The bind attribute is preserved in the rendered HTML as a regular HTML-attribute on the element. An agent or dev tool inspecting the document can see exactly which handlers are bound to which elements, right in the markup, without source-mapping into a bundle.

Custom element tags add another layer of semantic grounding. <checkout-panel>, <user-card>, <task-list> are meaningful identifiers in the DOM tree - not anonymous <div>s. They tell agents where component boundaries are, what the purpose of a subtree is, and how to navigate a complex page by intent rather than by position.

Combined with WebMCP tool names that embed the custom element tag, this creates a consistent semantic chain from the DOM structure down to the callable tool surface. An agent reading the DOM and an agent browsing available tools are looking at the same conceptual map of the page.

This is what the semantic web promised decades ago, delivered through the mechanics of web components and a reactive template system that respects the document.

About browser support - and why it's the wrong question

WebMCP is an experimental API, available today in Chrome Canary. Broad cross-browser rollout will take time. But limited browser support is not a blocker, and here is why:

WebMCP is not a feature for people.
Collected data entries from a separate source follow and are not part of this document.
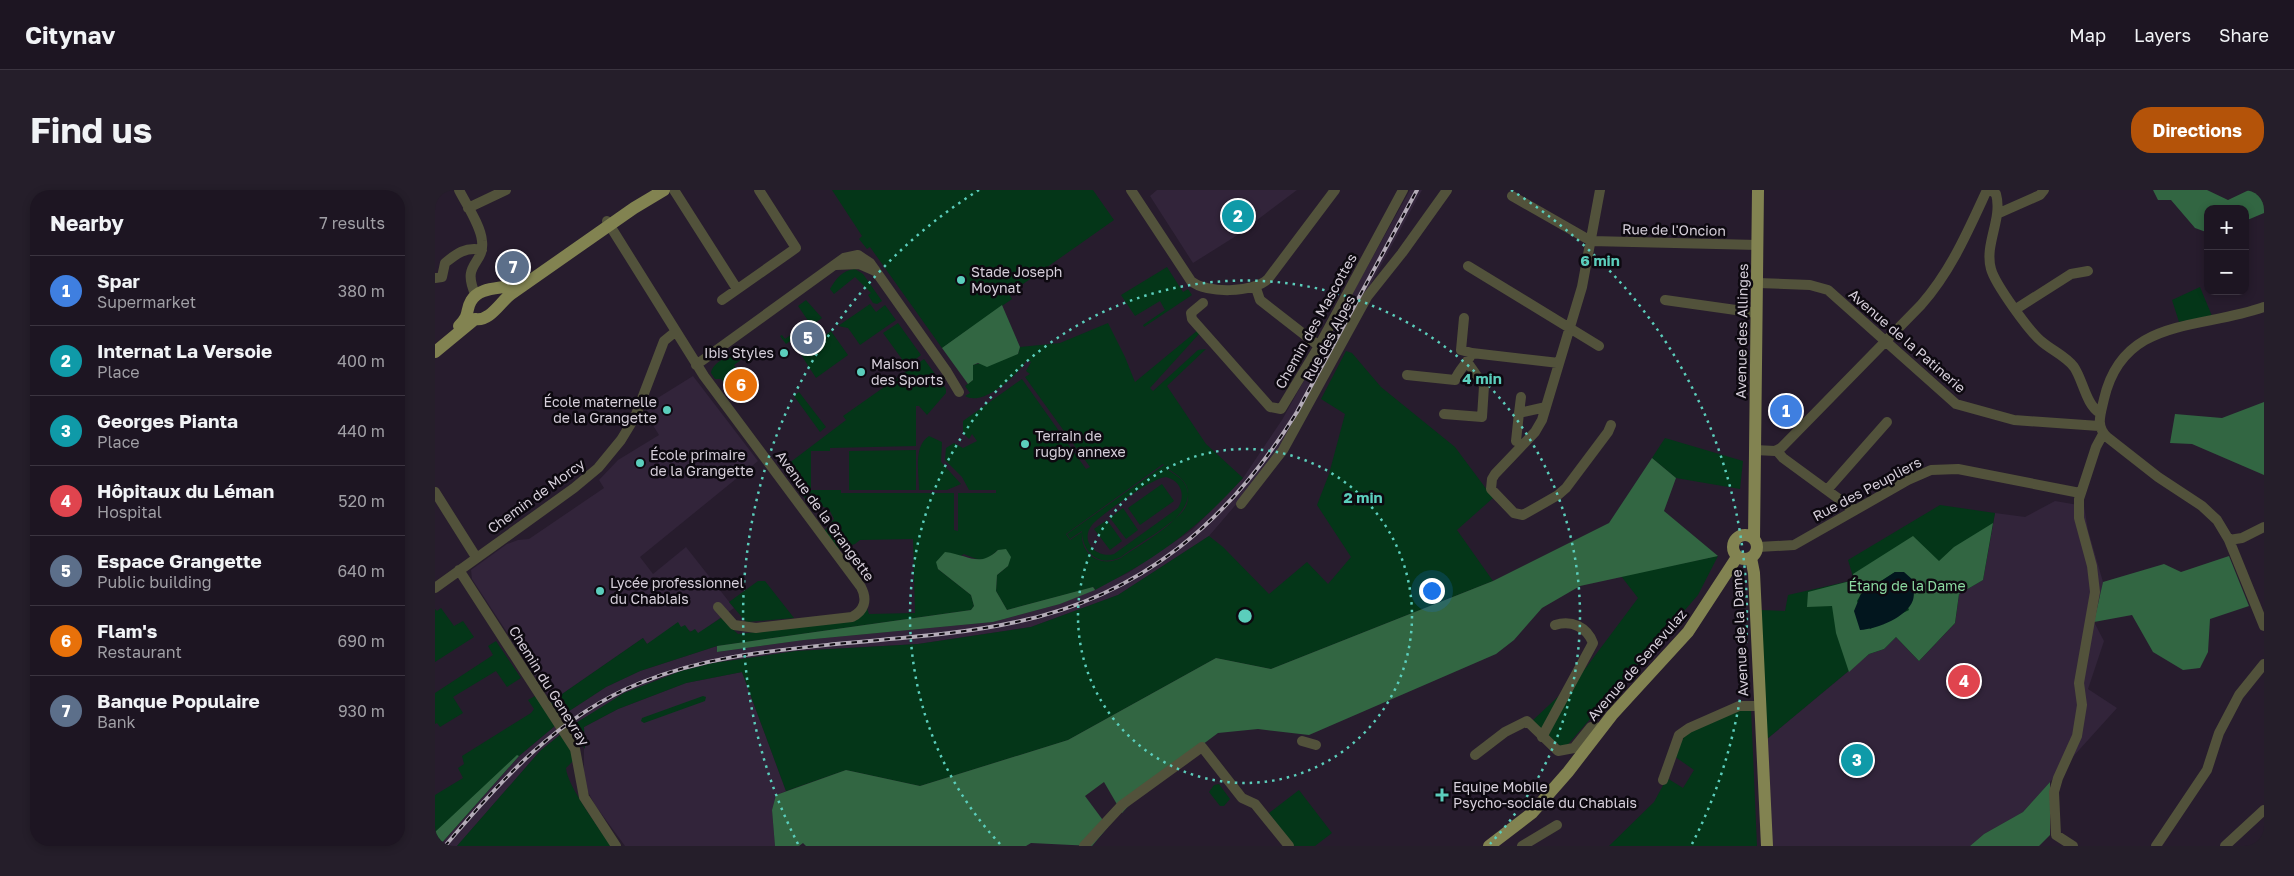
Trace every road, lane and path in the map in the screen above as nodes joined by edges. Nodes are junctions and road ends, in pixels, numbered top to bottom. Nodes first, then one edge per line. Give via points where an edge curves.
1 (459, 190) edge
2 (506, 190) edge
3 (674, 190) edge
4 (759, 190) edge
5 (1131, 190) edge
6 (1403, 190) edge
7 (1447, 190) edge
8 (1600, 190) edge
9 (1758, 190) edge
10 (1987, 190) edge
11 (1991, 190) edge
12 (2044, 190) edge
13 (657, 191) edge
14 (1330, 192) edge
15 (1512, 196) dead end
16 (468, 208) junction
17 (1997, 214) junction
18 (608, 223) junction
19 (1591, 241) junction
20 (1758, 245) junction
21 (481, 250) junction
22 (1468, 266) dead end
23 (2088, 271) dead end
24 (435, 278) edge
25 (1758, 283) junction
26 (1256, 288) junction
27 (737, 289) junction
28 (481, 293) junction
29 (503, 294) junction
30 (722, 300) dead end
31 (1665, 300) dead end
32 (1203, 303) dead end
33 (2264, 307) edge
34 (2016, 310) junction
35 (1757, 313) junction
36 (472, 315) junction
37 (1464, 318) dead end
38 (1569, 329) junction
39 (675, 332) junction
40 (1885, 340) junction
41 (435, 344) edge
42 (1319, 346) junction
43 (1599, 346) dead end
44 (435, 352) edge
45 (1470, 358) junction
46 (1559, 363) junction
47 (696, 365) junction
48 (1407, 375) dead end
49 (959, 392) dead end
50 (1521, 397) dead end
51 (1546, 408) junction
52 (1519, 413) junction
53 (2100, 413) junction
54 (1444, 414) dead end
55 (1887, 422) dead end
56 (1611, 425) dead end
57 (2101, 430) junction
58 (1516, 441) dead end
59 (1755, 450) junction
60 (1781, 452) junction
61 (1827, 490) junction
62 (435, 492) edge
63 (2080, 493) junction
64 (1241, 504) dead end
65 (1854, 510) junction
66 (2264, 527) edge
67 (2229, 540) junction
68 (1751, 545) junction
69 (476, 557) junction
70 (1737, 557) junction
71 (459, 570) junction
72 (435, 588) edge
73 (718, 608) dead end
74 (2262, 617) edge
75 (1555, 625) dead end
76 (2264, 626) edge
77 (2264, 664) edge
78 (1759, 706) junction
79 (1602, 728) junction
80 (1542, 736) junction
81 (1301, 741) dead end
82 (1316, 745) dead end
83 (1475, 755) dead end
84 (1663, 780) dead end
85 (1553, 789) junction
86 (2264, 810) edge
87 (1557, 825) dead end
88 (616, 846) edge
89 (1084, 846) edge
90 (1289, 846) edge
91 (1479, 846) edge
92 (1489, 846) edge
93 (1522, 846) edge
94 (1761, 846) edge
95 (1767, 846) edge
96 (2073, 846) edge
97 (2156, 846) edge
98 (2225, 846) edge

1 - 16 street
2 - 16 street
3 - 27 street
4 - 27 street via 796,248
5 - 26 street via 1194,284 1209,289
6 - 42 street, Chemin des Mascottes
7 - 64 street, Rue des Alpes via 1367,297 1283,450
8 - 19 street
9 - 20 main road, Avenue des Allinges
10 - 40 street via 1957,255 1944,275 1921,305
11 - 17 street via 1996,195
12 - 17 street via 2040,195
13 - 18 main road
14 - 26 street via 1268,279
15 - 19 street
16 - 21 street via 482,236
17 - 34 street via 1990,268 1996,283
18 - 29 main road
18 - 39 street, Avenue de la Grangette
19 - 20 street, Rue de l'Oncion
19 - 38 street via 1582,288
20 - 25 main road, Avenue des Allinges
21 - 24 street via 473,248 460,252 445,263 442,276
21 - 28 street via 470,270 470,280
22 - 38 street
23 - 34 street via 2071,274
25 - 35 main road, Avenue des Allinges
25 - 40 street, Avenue de la Patinerie via 1828,290
26 - 42 street via 1260,300
27 - 30 street
28 - 29 main road via 494,287
28 - 36 main road via 470,302
29 - 36 main road via 502,305 483,318
31 - 35 street
32 - 42 street, Chemin des Mascottes via 1191,313 1192,319 1275,410 1285,405
33 - 53 street via 2172,329 2141,341 2128,351 2114,370
34 - 53 street via 2039,340 2072,365 2093,408
35 - 59 main road, Avenue des Allinges
36 - 41 main road
36 - 44 main road
37 - 45 street via 1461,350
38 - 43 street
38 - 46 street
39 - 47 street, Avenue de la Grangette
39 - 69 street, Chemin de Morcy via 664,341 635,417 606,459 575,488
40 - 57 street, Avenue de la Patinerie via 1957,404 2014,420
40 - 60 street
45 - 46 street
45 - 48 street via 1455,380
45 - 54 street via 1485,386 1482,417
46 - 51 street
47 - 49 street via 835,265 863,261 875,271
47 - 73 street, Avenue de la Grangette via 861,587 865,599 861,610 852,617 757,628 734,625
50 - 52 street
51 - 52 street
51 - 56 street via 1539,427 1492,479 1491,489 1519,515 1565,488 1609,432
52 - 58 street
53 - 57 street
55 - 61 street
57 - 63 street
57 - 67 street via 2158,477 2207,510
59 - 60 street
59 - 68 main road, Avenue des Allinges
60 - 61 street
61 - 65 street
62 - 69 street
63 - 65 street, Rue des Peupliers via 1941,468 1918,475
63 - 96 street via 2080,520 2095,592 2079,683 2082,705 2077,736 2054,792 2057,836
65 - 68 street, Rue des Peupliers via 1794,545
66 - 67 street via 2242,538
67 - 74 street
68 - 70 main road via 1744,560
68 - 70 main road via 1736,539 1733,546
68 - 78 main road, Avenue de la Dame
69 - 71 street, Chemin de Morcy
70 - 79 main road, Avenue de Senevulaz via 1684,636
71 - 72 street, Chemin de Morcy
71 - 88 street, Chemin du Genevray via 575,749 583,797
74 - 76 street
75 - 80 street via 1573,624 1583,628 1591,635 1593,643
77 - 97 street via 2239,695 2219,732 2207,770
78 - 84 street via 1739,706 1679,735
78 - 94 main road, Avenue de la Dame via 1756,733
78 - 95 main road, Avenue de la Dame
79 - 80 street via 1589,728 1574,748 1565,751 1554,749
79 - 85 main road, Avenue de Senevulaz
80 - 83 street via 1527,722 1505,732
81 - 82 street
85 - 91 main road, Avenue de Senevulaz
85 - 92 main road, Avenue de Senevulaz via 1521,823
86 - 98 street
87 - 93 street
89 - 90 street via 1122,805 1202,747 1242,798 1255,804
Human users don't see tool names or input schemas. They don't open the browser's MCP tool surface. A page with WebMCP enabled looks and behaves exactly the same to a human as a page without it.

WebMCP is for agents - and agents are not subject to the same adoption curve as human users. An enterprise deploying an AI assistant on top of their web app controls both the agent runtime and the browser environment. MCP support in that toolchain is a deployment decision, not a browser market share question.

The relevant question is not "what percentage of users have a WebMCP-capable browser?" The relevant question is "when my agent needs to operate this UI, does it have a structured interface to work with?" Symbiote gives you that interface today, for the agents and tooling contexts that already support it.

The bigger picture

AI-native UI is not a coming trend - it's a current deployment reality for anyone building enterprise tooling, internal platforms, or AI-assisted workflows. The gap between "this app has an AI assistant" and "this app is deeply navigable by an AI agent" is exactly the gap that WebMCP closes.

Symbiote.js was already aligned with this direction: custom elements as semantic boundaries, bind attributes as visible contracts, reactive state as a single source of truth. WebMCP adds the final layer - a protocol that lets agents interact with that structure using the same vocabulary you used to build it.

Install the experimental release:

npm i @symbiotejs/symbiote@webmcp

WebMCP support is experimental. Browser APIs and tool metadata shape may change as the specification evolves.